SmartCompany50 rank: 6
Revenue: $57 million
Growth: 116%
Founders: Shane Yeend, 40 Kevin McLean, 46
Based: South Australia
Employees: 120
Industry: Cultural and recreation
Website: www.imagination.com.au

Shane Yeend - Imagination Entertainment

The DVD games market is worth an estimated $US500 million, with projections that the category will double by 2010. Imagination Entertainment already has an estimated 20% market share. About 80% of its $57 million revenue for 2006-07 is coming from the US, Britain and Europe, winning the company the SmartCompany 2007 Top Exporter Award for 2007.

Shane Yeend (right) and business partner Kevin McLean celebrate 23 years in business together this year. They started out in 1984 with less than $100,000, making corporate videos and basically struggled for years in the dot-com boom, when at one stage there was only 21 days worth of cash left in the bank. It was the impetus to come up with a great innovation that took this South Australian company global and made it millions.

It seems a simple idea; take the traditional board game and add sound and moving images so people can play on TV.

Yeend first went to Los Angeles in 1998 with his board games. He found a software developer in the Yellow Pages who could rewrite DVD player software so that games sequences could be shuffled (which can’t be done on VCR technology).

A category was born. Yeend began buying up the rights to old television shows that would convert well to this new DVD interactive format.

He attended many trade shows and hung around hotel lobbies to pounce on buyers from retailers such as Target or Wal-Mart and drag them to his booth.

Another big break was meeting the creative director of Disney at a conference, and signing a three-year, $50-million deal.

Yeend says global business is going through the roof. Recently the company launched the DVD games at the Tokyo Toy Fair.

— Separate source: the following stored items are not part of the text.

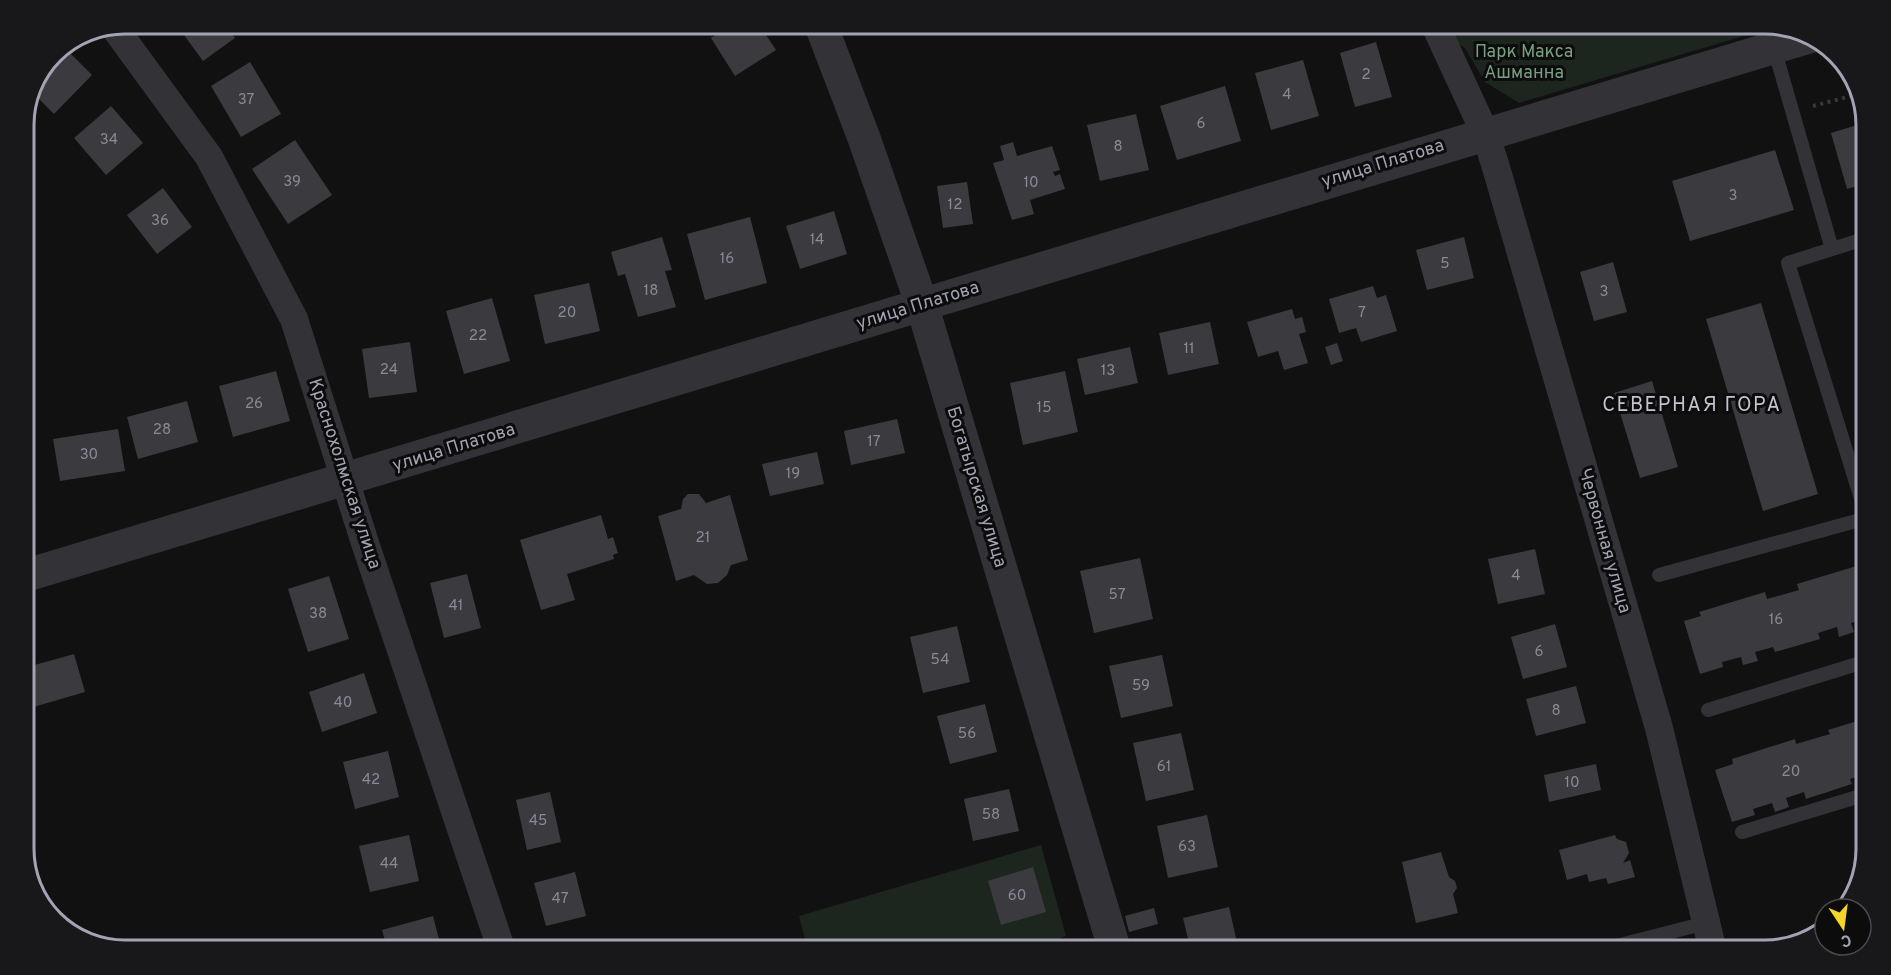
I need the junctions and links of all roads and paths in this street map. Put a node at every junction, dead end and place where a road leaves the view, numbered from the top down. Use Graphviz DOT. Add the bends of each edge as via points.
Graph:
graph roads {
  1 [pos="119,35"];
  2 [pos="825,35"];
  3 [pos="1439,35"];
  4 [pos="1798,41"];
  5 [pos="1774,48"];
  6 [pos="1852,96"];
  7 [pos="1792,112"];
  8 [pos="1485,133"];
  9 [pos="1856,241"];
  10 [pos="1832,249"];
  11 [pos="922,305"];
  12 [pos="346,481"];
  13 [pos="1856,482"];
  14 [pos="1856,521"];
  15 [pos="35,573"];
  16 [pos="1659,575"];
  17 [pos="1856,664"];
  18 [pos="1707,710"];
  19 [pos="1856,797"];
  20 [pos="1742,831"];
  21 [pos="1706,923"];
  22 [pos="498,940"];
  23 [pos="1112,940"];
  24 [pos="1639,940"];
  25 [pos="1710,940"];
  1 -- 12 [label="street, Краснохолмская улица" via="209,157 294,319"];
  2 -- 11 [label="street, Богатырская улица"];
  3 -- 8 [label="street, Червонная улица"];
  4 -- 5 [label="street, улица Платова"];
  5 -- 7 [label="lane"];
  5 -- 8 [label="street, улица Платова"];
  6 -- 7 [label="path"];
  7 -- 10 [label="lane"];
  8 -- 11 [label="street, улица Платова"];
  8 -- 21 [label="street, Червонная улица" via="1659,728"];
  9 -- 10 [label="lane"];
  10 -- 13 [label="lane" via="1788,263"];
  11 -- 12 [label="street, улица Платова"];
  11 -- 23 [label="street, Богатырская улица"];
  12 -- 15 [label="street, улица Платова"];
  12 -- 22 [label="street, Краснохолмская улица"];
  14 -- 16 [label="lane"];
  17 -- 18 [label="lane"];
  19 -- 20 [label="lane"];
  21 -- 24 [label="lane"];
  21 -- 25 [label="street, Червонная улица"];
}
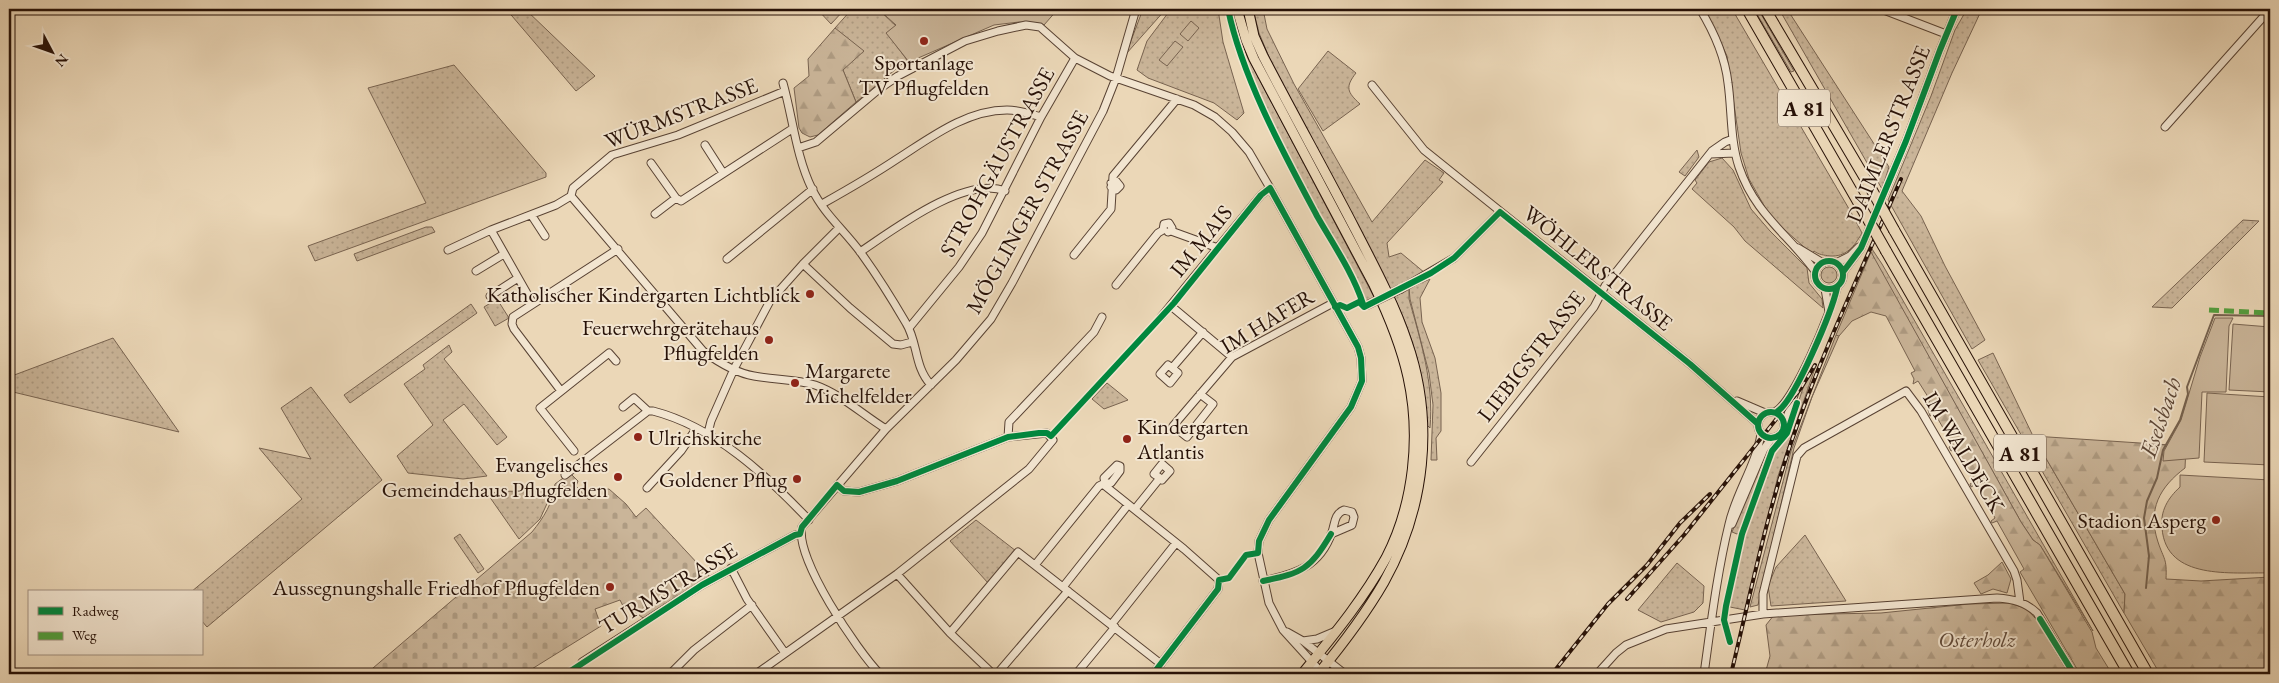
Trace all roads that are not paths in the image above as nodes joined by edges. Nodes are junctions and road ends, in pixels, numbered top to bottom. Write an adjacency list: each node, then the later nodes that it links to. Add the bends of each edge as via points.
1 (1136, 9): 12 (street, MÖGLINGER STRASSE)
2 (1237, 9): 116 (main road, via 1254,58 1382,302 1401,352 1412,395 1413,458 1399,525 1376,576)
3 (1248, 9): 123 (main road, via 1263,56 1397,314 1412,356 1420,394 1422,468 1408,526 1384,582 1367,611)
4 (1700, 9): 20 (street, via 1724,60)
5 (1747, 9): 138 (highway, A 81, bridge)
6 (1765, 9): 139 (highway, A 81, bridge)
7 (1881, 9): 10 (street)
8 (1957, 9): 10 (street, DAIMLERSTRASSE)
9 (2266, 13): 18 (street)
10 (1946, 34): 39 (street, DAIMLERSTRASSE)
11 (1075, 58): 12 (street); 17 (street, STROHGÄUSTRASSE); 22 (street, via 1045,30 1033,25 982,35 898,76 816,142)
12 (1116, 78): 16 (street); 74 (street, MÖGLINGER STRASSE, via 1103,111 1000,305)
13 (783, 83): 15 (street)
14 (1372, 86): 33 (street, WÖHLERSTRASSE, via 1424,150)
15 (785, 91): 19 (street); 30 (street, WÜRMSTRASSE, via 678,135 621,151 602,162)
16 (1176, 99): 27 (street, via 1206,112 1232,132 1249,152); 46 (street, via 1113,176 1111,209)
17 (1040, 117): 29 (street, STROHGÄUSTRASSE); 32 (street, via 1006,110 953,125)
18 (2165, 127)
19 (792, 129): 22 (street); 26 (street)
20 (1733, 139): 23 (street, LIEBIGSTRASSE, via 1720,144); 24 (street)
21 (705, 145): 26 (street)
22 (798, 148): 28 (street)
23 (1710, 154): 24 (street); 58 (street, LIEBIGSTRASSE)
24 (1736, 154): 40 (street, via 1758,205)
25 (651, 163): 31 (street)
26 (723, 173): 31 (street, via 682,201)
27 (1270, 188): 41 (street, IM MAIS); 60 (street)
28 (812, 189): 32 (street); 47 (street)
29 (1005, 191): 44 (street, via 987,187 951,198); 67 (street, STROHGÄUSTRASSE, via 959,268)
30 (571, 194): 35 (street, WÜRMSTRASSE); 42 (street)
31 (676, 198): 34 (street)
32 (822, 204): 36 (street)
33 (1500, 212): 58 (street, WÖHLERSTRASSE); 62 (street, WÖHLERSTRASSE, bridge, via 1454,258 1401,289)
34 (655, 214)
35 (532, 216): 37 (street, WÜRMSTRASSE); 38 (street)
36 (839, 228): 44 (street); 50 (street)
37 (491, 230): 43 (street, WÜRMSTRASSE); 45 (street)
38 (545, 236)
39 (1863, 244): 49 (street, DAIMLERSTRASSE, via 1850,256); 53 (street, DAIMLERSTRASSE)
40 (1793, 245): 48 (street); 52 (street)
41 (1218, 248): 55 (street, via 1167,230 1158,233); 63 (street, IM MAIS)
42 (618, 249): 61 (street); 73 (street, via 703,351)
43 (448, 250)
44 (860, 252): 67 (street)
45 (504, 254): 51 (street); 54 (street)
46 (1074, 255)
47 (727, 259)
48 (1822, 262): 49 (street); 52 (street)
49 (1836, 262): 53 (street)
50 (803, 264): 69 (street, via 893,344); 73 (street, via 770,301)
51 (476, 271)
52 (1815, 271): 57 (street, via 1817,284)
53 (1843, 272): 56 (street, via 1842,283)
54 (518, 278): 59 (street); 61 (street)
55 (1116, 285)
56 (1837, 288): 57 (street); 64 (street)
57 (1825, 289): 64 (street)
58 (1601, 293): 78 (street, WÖHLERSTRASSE); 92 (street, LIEBIGSTRASSE, via 1594,307)
59 (490, 296)
60 (1333, 302): 70 (street, IM HAFER); 107 (street, via 1358,347 1362,382 1351,407 1263,531 1258,553)
61 (532, 304): 76 (street, via 513,317 512,324)
62 (1364, 305)
63 (1171, 306): 66 (street, IM MAIS); 68 (street)
64 (1829, 312): 75 (street)
65 (1102, 317): 89 (street, via 1094,332 1009,422)
66 (1161, 317)
67 (910, 328): 69 (street)
68 (1203, 332): 70 (street); 72 (street)
69 (912, 342): 74 (street, via 923,375)
70 (1232, 357): 77 (street, IM HAFER)
71 (616, 361): 76 (street, via 609,353)
72 (1172, 368)
73 (734, 370): 86 (street, via 818,386); 87 (street)
74 (931, 386): 86 (street, MÖGLINGER STRASSE)
75 (1796, 388): 81 (street, via 1782,408); 84 (street)
76 (561, 391): 91 (street, via 540,408)
77 (1200, 394): 77 (street, IM HAFER, via 1173,426 1187,437 1213,404)
78 (1732, 399): 82 (street, WÖHLERSTRASSE); 83 (street, WÖHLERSTRASSE)
79 (623, 407): 80 (street, via 634,398)
80 (648, 411): 85 (street, via 662,413); 93 (street)
81 (1774, 412): 82 (street); 84 (street, via 1783,419)
82 (1765, 413): 83 (street)
83 (1758, 424): 88 (street)
84 (1784, 427): 90 (street, via 1778,436)
85 (696, 429): 87 (street); 96 (street)
86 (886, 429): 95 (street, MÖGLINGER STRASSE)
87 (708, 433): 99 (street, via 770,480)
88 (1761, 434): 90 (street); 100 (street)
89 (1008, 437): 95 (street, via 897,481 859,492 844,491); 106 (street, via 1047,433 1053,440 1029,468)
90 (1771, 438): 100 (street)
91 (574, 451)
92 (1471, 462)
93 (565, 475)
94 (1160, 478): 98 (street)
95 (837, 485): 99 (street, MÖGLINGER STRASSE)
96 (647, 488)
97 (1128, 505): 98 (street); 104 (street, via 1104,484 1099,486); 108 (street)
98 (1135, 509): 103 (street)
99 (809, 520): 101 (street, MÖGLINGER STRASSE)
100 (1727, 533): 113 (street)
101 (800, 534): 105 (street, TURMSTRASSE); 112 (street, via 810,564)
102 (1331, 534): 107 (street, via 1309,566 1295,574)
103 (1176, 542): 114 (street); 124 (street, via 1219,580 1218,589)
104 (1035, 565): 108 (street); 117 (street, via 1018,552)
105 (731, 568): 110 (street); 121 (street, TURMSTRASSE)
106 (897, 574): 112 (street); 117 (street)
107 (1263, 581): 115 (street, via 1269,603)
108 (1065, 589): 114 (street); 130 (street)
109 (2020, 602): 111 (street, via 1997,598); 111 (street, IM WALDECK, via 2014,571 1906,391 1804,448 1797,456 1766,580); 137 (street, via 2037,613)
110 (752, 605): 119 (street); 126 (street, via 694,650)
111 (1763, 614): 113 (street)
112 (837, 617): 119 (street); 128 (street)
113 (1711, 622): 135 (street, via 1666,629 1636,640 1616,653); 136 (street)
114 (1113, 626): 124 (street); 131 (street)
115 (1283, 630): 118 (street); 122 (street)
116 (1337, 630): 118 (street); 120 (main road)
117 (950, 633): 129 (street)
118 (1303, 641): 120 (street)
119 (784, 653): 127 (street)
120 (1318, 654): 122 (main road); 123 (street)
121 (582, 662)
122 (1312, 662): 125 (street); 133 (main road)
123 (1328, 662): 125 (main road); 134 (street)
124 (1161, 664): 132 (street)
125 (1320, 673)
126 (670, 674)
127 (756, 674)
128 (880, 674)
129 (993, 674)
130 (997, 674)
131 (1076, 674)
132 (1154, 674)
133 (1302, 674)
134 (1345, 674)
135 (1597, 674)
136 (1704, 674)
137 (2074, 674)
138 (2129, 674)
139 (2148, 674)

The company has a television division, a mobile division and a download division, and its games are sold in more than 85,000 outlets in 50 countries. “We are constantly trying to reinvent the way people play games,” says Yeend.

Imagination Entertainment is owned by investment group TiNSHED (30%, from a $4.5 million investment), Kevin McLean (30%) and Yeend (30%).

But cash is always a problem. Competing with no cash against global games giants that are 100 years old with huge marketing budgets and that control the retail shelves is not fun. “It has been a David and Goliath struggle, with a great deal of blood, sweat and tears.”

Key success factors:

  • Own your own distribution network at all costs.
  • Before launching a new product, get the finance and business model right.